The task >> Count every line in the entries below that contains the word "paths", and give only that number.

Saved entries:
· · · · ·

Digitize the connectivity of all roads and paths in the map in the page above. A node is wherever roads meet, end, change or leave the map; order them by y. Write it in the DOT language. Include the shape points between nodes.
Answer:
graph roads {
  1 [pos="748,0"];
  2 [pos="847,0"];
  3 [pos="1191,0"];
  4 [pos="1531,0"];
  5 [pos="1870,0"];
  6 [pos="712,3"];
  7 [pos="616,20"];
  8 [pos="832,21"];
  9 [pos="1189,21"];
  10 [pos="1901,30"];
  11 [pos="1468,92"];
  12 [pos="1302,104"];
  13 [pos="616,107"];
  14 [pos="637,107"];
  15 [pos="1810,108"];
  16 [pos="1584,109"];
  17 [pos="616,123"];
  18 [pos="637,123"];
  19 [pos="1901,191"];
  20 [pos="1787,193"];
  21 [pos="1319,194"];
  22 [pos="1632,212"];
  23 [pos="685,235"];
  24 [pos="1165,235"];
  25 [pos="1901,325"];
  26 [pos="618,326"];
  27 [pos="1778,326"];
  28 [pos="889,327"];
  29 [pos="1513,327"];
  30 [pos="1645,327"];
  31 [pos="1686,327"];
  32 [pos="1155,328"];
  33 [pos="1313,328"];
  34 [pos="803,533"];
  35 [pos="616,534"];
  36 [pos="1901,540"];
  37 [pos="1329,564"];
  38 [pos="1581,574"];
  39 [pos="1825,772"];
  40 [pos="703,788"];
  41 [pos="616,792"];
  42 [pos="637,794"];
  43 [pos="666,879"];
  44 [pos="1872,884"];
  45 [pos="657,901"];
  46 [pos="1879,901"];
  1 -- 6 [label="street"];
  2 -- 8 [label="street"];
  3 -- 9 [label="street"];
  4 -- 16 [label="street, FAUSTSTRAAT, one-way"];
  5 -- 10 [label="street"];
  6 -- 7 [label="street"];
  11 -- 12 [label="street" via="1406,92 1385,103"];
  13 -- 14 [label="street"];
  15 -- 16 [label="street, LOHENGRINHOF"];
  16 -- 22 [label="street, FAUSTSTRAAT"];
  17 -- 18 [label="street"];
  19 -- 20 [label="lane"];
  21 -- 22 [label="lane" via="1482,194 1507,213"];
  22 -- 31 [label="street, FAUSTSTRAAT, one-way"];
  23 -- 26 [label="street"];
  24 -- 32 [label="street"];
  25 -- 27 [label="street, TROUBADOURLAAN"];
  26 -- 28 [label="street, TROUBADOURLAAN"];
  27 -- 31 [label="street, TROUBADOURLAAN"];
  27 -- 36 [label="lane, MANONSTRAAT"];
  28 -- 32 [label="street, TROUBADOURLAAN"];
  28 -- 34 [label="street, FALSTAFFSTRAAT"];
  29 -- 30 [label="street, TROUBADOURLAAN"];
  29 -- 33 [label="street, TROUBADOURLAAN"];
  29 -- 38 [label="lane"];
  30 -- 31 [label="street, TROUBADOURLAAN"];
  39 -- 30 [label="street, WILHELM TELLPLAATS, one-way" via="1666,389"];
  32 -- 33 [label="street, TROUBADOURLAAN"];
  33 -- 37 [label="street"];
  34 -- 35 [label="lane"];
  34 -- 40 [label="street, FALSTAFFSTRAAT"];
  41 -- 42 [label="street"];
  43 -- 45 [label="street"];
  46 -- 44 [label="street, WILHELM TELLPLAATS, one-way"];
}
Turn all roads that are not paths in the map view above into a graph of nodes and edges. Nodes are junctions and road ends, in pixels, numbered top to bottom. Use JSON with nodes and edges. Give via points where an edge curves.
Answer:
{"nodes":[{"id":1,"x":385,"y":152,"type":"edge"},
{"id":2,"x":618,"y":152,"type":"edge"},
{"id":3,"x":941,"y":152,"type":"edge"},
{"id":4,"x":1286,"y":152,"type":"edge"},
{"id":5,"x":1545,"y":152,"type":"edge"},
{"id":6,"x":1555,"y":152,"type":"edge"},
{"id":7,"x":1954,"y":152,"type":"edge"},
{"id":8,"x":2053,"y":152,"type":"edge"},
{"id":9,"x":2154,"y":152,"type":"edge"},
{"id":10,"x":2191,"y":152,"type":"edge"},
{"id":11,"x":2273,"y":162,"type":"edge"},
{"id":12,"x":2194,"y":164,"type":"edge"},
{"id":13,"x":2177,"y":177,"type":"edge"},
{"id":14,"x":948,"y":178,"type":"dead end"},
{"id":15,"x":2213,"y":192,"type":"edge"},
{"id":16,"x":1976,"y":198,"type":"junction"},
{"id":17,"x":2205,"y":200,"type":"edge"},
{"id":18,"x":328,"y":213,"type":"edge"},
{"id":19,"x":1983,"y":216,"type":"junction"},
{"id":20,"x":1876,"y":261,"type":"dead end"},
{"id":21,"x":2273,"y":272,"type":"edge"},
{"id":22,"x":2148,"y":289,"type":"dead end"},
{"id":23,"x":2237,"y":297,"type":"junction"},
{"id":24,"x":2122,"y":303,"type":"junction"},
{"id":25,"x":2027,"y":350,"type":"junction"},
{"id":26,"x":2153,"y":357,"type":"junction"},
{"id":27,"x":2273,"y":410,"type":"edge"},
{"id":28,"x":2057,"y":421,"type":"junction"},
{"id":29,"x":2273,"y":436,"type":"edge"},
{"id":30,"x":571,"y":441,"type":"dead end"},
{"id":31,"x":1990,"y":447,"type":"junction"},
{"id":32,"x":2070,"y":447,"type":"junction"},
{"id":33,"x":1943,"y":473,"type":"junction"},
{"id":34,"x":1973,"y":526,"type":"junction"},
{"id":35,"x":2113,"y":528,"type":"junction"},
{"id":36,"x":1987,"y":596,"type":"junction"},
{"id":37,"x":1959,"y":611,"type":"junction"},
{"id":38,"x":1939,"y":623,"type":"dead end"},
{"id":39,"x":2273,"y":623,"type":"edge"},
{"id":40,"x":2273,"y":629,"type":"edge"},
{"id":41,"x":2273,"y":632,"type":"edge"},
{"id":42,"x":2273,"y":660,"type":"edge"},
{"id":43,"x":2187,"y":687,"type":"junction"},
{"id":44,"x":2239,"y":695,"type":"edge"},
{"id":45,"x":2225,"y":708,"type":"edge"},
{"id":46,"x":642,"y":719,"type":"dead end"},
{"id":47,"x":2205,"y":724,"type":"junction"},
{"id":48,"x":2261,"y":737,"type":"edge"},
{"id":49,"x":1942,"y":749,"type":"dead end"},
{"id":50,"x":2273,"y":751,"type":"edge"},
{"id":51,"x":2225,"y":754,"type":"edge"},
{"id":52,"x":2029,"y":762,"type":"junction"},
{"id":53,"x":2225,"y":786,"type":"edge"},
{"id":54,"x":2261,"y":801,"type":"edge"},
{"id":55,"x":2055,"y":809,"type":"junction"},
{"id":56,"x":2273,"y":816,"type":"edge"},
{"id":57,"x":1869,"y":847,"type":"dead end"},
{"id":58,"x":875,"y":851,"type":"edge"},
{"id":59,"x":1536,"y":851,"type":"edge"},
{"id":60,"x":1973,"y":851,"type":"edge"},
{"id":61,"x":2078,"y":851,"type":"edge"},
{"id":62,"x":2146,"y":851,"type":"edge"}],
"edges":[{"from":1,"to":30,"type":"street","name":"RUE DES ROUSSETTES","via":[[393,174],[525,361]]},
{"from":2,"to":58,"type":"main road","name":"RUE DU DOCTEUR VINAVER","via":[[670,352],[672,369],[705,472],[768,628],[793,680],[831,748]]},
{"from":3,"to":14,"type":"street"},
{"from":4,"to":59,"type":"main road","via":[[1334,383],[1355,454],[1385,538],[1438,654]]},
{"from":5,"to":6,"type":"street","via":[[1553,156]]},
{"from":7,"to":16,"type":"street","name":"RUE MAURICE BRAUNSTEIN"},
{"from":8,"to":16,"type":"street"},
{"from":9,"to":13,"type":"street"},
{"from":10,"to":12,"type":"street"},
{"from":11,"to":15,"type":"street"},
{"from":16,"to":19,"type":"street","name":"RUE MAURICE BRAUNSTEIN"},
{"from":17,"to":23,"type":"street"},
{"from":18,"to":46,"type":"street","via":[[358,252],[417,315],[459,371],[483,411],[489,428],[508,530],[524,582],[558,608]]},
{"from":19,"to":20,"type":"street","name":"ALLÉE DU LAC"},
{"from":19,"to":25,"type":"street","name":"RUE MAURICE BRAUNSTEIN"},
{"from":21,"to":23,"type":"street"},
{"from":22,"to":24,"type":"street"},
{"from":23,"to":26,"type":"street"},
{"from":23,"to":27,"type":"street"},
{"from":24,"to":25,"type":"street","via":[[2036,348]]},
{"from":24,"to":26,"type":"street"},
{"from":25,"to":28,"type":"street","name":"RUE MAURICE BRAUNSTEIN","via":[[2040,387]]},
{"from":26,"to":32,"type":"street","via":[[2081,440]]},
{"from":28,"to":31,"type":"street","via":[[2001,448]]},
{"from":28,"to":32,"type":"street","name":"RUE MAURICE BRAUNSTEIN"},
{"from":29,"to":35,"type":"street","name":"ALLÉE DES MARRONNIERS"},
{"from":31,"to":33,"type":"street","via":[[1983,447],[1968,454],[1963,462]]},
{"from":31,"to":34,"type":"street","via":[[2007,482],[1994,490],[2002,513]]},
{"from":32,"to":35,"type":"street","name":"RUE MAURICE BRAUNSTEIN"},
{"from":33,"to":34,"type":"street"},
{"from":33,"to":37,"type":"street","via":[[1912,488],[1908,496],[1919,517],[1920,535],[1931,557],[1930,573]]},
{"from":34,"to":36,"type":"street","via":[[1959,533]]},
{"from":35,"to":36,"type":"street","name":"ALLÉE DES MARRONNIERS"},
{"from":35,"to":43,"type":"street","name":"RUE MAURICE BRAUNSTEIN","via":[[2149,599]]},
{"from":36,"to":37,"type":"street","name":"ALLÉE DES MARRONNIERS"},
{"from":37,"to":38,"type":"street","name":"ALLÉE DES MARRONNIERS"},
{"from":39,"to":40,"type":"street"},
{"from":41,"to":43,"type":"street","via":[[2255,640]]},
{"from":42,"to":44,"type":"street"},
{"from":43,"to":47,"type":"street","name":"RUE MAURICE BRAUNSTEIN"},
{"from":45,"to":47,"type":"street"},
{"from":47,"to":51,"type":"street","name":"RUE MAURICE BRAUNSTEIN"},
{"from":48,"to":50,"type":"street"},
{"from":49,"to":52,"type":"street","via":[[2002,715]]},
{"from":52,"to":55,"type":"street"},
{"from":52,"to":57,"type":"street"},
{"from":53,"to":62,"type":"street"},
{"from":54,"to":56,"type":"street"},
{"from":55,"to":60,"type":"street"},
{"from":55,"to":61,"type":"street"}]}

· · · · ·

Result of the task >> 2